Source data
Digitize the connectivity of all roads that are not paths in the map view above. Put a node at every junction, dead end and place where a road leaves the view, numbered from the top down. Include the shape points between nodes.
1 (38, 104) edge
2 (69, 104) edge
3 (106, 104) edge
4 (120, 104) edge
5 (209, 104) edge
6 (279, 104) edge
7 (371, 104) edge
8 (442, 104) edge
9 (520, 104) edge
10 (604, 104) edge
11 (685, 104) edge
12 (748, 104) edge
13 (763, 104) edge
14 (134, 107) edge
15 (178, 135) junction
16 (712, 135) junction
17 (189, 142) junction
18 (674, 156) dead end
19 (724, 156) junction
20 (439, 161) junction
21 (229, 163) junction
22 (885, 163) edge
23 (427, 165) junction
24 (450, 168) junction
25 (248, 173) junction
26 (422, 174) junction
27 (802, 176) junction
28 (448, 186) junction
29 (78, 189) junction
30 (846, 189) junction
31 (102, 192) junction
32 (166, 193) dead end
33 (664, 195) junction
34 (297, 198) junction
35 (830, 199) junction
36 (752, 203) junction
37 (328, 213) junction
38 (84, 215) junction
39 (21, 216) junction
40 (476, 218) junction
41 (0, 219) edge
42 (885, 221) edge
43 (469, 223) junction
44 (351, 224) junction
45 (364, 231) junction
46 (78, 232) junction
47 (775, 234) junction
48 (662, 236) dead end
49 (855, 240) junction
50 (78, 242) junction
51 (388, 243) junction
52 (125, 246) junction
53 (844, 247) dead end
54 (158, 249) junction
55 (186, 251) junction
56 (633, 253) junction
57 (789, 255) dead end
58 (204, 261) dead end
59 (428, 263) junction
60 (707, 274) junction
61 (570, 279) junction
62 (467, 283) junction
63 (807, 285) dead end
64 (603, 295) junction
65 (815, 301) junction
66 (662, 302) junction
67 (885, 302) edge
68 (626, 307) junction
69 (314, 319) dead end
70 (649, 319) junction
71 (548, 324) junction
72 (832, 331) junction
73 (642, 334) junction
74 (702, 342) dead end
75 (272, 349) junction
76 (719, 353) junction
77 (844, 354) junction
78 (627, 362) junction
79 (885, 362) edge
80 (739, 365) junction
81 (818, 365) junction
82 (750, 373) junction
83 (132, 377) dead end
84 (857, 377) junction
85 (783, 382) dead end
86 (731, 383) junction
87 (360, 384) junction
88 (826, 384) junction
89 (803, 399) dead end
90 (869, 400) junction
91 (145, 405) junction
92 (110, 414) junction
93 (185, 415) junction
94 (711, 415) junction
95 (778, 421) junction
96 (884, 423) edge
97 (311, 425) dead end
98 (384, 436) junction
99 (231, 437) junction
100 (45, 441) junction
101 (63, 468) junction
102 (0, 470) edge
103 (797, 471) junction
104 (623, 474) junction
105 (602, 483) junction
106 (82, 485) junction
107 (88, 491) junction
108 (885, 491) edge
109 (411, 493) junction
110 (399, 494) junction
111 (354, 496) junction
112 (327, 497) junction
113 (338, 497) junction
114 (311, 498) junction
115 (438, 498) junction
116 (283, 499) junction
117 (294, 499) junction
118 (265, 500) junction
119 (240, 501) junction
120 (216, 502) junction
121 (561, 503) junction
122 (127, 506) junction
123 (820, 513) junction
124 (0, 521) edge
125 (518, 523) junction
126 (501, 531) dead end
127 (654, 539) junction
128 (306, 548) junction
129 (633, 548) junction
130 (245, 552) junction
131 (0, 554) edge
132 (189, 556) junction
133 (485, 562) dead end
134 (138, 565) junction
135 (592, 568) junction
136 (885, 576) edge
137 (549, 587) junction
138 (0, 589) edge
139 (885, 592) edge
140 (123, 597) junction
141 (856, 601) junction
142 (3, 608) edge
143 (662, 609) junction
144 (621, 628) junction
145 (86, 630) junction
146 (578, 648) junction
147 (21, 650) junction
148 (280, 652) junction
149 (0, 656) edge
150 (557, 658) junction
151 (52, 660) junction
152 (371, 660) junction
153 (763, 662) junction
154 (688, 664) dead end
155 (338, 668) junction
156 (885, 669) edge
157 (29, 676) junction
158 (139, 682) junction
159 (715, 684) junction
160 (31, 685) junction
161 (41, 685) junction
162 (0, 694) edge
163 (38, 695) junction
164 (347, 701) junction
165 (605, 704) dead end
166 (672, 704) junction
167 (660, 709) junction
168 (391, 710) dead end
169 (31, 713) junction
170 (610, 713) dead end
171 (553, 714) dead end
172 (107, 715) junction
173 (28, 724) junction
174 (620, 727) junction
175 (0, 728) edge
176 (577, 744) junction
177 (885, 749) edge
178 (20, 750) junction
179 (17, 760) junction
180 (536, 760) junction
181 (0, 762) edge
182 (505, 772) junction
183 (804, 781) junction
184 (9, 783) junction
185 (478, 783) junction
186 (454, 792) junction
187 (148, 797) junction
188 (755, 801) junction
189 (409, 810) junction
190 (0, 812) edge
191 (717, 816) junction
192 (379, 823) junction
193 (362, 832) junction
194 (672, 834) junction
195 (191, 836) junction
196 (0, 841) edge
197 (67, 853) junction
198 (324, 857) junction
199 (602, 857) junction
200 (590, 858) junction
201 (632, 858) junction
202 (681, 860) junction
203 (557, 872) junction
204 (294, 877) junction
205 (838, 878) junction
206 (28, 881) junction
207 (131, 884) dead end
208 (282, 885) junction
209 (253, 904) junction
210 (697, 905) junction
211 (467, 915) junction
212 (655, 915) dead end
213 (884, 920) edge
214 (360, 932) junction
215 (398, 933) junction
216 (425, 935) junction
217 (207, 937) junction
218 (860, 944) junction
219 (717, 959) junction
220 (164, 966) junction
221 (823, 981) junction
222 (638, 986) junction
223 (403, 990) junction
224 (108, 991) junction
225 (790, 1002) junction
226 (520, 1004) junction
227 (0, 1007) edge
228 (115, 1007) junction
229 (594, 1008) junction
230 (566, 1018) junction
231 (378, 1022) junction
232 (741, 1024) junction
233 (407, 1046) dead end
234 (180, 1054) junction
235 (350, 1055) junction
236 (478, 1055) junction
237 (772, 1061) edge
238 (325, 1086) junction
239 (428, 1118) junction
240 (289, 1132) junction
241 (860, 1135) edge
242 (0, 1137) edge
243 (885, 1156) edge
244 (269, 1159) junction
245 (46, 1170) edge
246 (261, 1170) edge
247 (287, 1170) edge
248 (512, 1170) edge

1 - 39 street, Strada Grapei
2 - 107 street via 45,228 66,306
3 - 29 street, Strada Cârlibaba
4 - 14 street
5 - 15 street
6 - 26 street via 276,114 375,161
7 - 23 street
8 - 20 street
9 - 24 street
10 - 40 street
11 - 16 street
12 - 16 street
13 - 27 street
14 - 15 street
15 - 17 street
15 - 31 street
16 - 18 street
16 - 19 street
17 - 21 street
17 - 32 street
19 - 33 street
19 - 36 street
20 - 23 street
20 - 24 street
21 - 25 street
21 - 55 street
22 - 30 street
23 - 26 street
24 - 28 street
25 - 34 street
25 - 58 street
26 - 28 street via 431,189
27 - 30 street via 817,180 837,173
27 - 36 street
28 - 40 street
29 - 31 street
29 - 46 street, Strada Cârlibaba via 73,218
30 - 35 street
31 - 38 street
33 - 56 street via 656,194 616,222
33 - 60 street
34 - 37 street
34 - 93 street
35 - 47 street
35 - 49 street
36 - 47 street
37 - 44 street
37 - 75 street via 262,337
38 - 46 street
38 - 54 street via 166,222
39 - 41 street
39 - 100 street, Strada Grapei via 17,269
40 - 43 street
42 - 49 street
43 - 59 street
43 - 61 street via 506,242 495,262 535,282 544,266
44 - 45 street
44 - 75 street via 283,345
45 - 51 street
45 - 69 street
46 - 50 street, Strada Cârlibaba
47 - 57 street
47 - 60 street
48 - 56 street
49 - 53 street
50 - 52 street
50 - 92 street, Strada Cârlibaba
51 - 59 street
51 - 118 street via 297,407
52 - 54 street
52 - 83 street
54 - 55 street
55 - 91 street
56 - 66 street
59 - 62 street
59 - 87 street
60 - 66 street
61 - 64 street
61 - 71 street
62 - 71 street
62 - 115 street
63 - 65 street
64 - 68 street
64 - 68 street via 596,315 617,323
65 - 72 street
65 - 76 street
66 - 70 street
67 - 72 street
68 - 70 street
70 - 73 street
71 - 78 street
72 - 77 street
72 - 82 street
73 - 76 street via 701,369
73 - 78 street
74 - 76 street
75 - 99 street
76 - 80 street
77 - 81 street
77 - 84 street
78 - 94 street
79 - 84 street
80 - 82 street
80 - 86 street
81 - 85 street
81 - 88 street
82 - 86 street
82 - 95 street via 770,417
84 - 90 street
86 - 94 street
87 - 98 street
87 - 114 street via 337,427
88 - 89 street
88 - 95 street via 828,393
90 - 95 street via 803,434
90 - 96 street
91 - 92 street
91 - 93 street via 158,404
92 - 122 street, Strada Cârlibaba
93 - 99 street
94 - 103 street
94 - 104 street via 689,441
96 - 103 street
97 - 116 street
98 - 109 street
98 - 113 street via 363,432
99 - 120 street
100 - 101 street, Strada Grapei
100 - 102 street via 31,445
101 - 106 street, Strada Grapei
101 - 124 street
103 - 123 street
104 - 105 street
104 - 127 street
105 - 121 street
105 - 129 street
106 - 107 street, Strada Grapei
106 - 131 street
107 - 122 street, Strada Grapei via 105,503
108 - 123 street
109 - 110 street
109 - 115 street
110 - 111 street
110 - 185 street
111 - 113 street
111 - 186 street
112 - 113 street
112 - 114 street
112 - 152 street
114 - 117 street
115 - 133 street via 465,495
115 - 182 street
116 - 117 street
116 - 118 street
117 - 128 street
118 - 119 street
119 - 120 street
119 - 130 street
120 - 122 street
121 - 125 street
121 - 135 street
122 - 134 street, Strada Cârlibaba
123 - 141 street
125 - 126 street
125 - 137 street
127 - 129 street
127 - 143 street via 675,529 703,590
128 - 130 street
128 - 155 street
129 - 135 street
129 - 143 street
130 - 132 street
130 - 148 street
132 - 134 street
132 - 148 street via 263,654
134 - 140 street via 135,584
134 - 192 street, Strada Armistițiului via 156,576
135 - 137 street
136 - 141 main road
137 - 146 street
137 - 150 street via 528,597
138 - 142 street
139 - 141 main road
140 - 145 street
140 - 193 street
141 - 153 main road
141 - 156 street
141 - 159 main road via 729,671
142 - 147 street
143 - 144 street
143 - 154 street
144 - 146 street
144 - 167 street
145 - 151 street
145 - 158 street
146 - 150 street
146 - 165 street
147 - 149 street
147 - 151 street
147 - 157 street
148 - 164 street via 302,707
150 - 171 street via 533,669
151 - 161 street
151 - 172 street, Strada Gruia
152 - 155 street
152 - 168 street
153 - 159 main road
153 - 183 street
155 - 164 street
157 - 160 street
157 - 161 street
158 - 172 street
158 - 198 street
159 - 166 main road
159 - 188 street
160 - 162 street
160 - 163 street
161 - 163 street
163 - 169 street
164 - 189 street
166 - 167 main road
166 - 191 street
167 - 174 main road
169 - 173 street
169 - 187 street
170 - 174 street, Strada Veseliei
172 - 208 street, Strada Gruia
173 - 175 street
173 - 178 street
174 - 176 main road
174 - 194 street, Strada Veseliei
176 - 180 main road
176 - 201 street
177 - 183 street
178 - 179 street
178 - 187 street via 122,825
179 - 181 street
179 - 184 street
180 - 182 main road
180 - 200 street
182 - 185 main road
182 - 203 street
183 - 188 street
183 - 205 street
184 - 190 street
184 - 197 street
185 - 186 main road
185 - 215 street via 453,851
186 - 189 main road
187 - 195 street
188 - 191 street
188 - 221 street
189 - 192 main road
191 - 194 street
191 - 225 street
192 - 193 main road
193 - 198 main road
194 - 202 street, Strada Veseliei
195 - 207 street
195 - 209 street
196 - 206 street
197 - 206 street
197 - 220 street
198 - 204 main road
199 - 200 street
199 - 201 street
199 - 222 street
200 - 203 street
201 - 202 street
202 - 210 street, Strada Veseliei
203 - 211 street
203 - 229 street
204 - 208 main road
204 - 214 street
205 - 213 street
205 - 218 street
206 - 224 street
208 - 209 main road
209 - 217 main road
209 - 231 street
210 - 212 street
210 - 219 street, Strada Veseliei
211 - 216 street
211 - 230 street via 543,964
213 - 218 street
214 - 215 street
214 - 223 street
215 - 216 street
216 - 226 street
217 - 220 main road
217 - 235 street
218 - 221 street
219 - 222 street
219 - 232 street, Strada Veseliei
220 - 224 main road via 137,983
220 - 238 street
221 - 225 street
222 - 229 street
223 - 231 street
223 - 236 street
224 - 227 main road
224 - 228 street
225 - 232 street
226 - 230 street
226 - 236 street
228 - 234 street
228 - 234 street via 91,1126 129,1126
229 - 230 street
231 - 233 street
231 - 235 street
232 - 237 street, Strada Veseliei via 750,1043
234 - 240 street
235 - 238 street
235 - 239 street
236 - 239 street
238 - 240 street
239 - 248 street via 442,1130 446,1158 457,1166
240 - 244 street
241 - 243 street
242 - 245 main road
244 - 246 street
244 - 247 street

How to complete this task
Copy all lines of the material above where the string "Cârlibaba" occurs.

Answer area
3 - 29 street, Strada Cârlibaba
29 - 46 street, Strada Cârlibaba via 73,218
46 - 50 street, Strada Cârlibaba
50 - 92 street, Strada Cârlibaba
92 - 122 street, Strada Cârlibaba
122 - 134 street, Strada Cârlibaba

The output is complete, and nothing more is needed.